*** Recorded information Section Begins ***

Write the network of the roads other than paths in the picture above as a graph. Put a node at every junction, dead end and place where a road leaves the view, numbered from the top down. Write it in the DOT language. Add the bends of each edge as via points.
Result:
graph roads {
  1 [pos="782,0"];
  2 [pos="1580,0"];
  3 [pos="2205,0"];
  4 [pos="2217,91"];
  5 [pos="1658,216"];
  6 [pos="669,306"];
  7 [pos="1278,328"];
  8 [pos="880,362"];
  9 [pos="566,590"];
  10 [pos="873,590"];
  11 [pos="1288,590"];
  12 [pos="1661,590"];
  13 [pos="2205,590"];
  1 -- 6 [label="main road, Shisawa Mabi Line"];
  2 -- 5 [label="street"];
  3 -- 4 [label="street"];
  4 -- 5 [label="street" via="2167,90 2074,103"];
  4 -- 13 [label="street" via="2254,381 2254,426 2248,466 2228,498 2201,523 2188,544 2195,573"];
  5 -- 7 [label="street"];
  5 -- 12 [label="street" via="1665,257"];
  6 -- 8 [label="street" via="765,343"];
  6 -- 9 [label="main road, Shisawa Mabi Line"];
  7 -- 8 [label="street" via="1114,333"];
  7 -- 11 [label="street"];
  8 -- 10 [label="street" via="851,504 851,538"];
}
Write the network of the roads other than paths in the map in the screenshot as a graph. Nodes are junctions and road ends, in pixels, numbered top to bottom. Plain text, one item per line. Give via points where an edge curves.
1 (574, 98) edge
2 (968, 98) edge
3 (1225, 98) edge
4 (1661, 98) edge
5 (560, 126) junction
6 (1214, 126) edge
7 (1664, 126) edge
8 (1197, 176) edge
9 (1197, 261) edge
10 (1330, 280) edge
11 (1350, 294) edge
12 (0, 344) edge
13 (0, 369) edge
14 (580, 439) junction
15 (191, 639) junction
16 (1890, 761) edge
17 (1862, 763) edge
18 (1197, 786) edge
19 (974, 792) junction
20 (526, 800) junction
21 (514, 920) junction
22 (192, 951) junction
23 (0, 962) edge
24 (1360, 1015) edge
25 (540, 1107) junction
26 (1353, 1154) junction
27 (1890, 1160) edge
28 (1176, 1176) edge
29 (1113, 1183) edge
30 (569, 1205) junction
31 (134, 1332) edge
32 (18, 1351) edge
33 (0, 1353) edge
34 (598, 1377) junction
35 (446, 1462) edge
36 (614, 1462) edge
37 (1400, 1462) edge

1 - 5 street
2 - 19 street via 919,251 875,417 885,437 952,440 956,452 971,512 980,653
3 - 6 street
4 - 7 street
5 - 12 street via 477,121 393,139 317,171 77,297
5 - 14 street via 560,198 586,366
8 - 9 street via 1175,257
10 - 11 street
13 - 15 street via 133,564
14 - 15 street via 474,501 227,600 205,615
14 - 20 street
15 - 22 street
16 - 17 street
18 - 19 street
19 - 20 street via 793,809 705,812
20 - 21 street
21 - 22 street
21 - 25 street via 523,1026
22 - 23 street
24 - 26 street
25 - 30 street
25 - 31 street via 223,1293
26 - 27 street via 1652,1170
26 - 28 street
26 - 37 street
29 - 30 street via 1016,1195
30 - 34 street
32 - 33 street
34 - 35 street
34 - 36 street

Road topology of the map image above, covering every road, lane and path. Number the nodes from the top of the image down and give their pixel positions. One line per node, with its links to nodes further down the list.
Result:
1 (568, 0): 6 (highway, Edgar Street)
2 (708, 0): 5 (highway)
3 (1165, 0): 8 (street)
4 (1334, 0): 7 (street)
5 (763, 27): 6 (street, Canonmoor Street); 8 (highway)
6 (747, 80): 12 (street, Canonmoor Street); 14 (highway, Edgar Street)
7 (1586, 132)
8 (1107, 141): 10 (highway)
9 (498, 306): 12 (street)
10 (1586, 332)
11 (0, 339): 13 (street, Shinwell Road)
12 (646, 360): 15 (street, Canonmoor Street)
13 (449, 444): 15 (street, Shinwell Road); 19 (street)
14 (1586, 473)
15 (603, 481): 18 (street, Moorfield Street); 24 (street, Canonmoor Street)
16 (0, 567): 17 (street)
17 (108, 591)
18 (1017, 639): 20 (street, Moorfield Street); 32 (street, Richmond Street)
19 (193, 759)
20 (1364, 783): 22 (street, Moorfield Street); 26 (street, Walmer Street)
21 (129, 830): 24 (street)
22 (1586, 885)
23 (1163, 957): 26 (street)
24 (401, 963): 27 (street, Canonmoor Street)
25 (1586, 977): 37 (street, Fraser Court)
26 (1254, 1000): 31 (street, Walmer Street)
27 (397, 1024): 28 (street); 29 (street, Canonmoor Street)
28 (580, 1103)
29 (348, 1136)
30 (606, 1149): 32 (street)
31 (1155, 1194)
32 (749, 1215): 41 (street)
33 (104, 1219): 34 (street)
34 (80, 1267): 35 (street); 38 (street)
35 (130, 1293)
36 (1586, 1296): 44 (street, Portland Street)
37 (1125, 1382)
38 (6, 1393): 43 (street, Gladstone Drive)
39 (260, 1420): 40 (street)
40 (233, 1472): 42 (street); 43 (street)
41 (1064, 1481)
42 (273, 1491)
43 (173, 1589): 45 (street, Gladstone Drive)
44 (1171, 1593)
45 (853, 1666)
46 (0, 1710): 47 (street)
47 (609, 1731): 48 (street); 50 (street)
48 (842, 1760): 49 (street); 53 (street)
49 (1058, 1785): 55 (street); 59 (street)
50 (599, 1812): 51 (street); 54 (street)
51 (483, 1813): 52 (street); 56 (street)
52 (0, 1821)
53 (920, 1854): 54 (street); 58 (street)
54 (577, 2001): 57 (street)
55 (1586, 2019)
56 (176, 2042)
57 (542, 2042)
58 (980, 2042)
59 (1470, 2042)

*** Recorded information Section Ends ***

Exercise aim |
The answer must be every line of the records that holds the string "than".

Output for this exercise |
Write the network of the roads other than paths in the picture above as a graph. Put a node at every junction, dead end and place where a road leaves the view, numbered from the top down. Write it in the DOT language. Add the bends of each edge as via points.
Write the network of the roads other than paths in the map in the screenshot as a graph. Nodes are junctions and road ends, in pixels, numbered top to bottom. Plain text, one item per line. Give via points where an edge curves.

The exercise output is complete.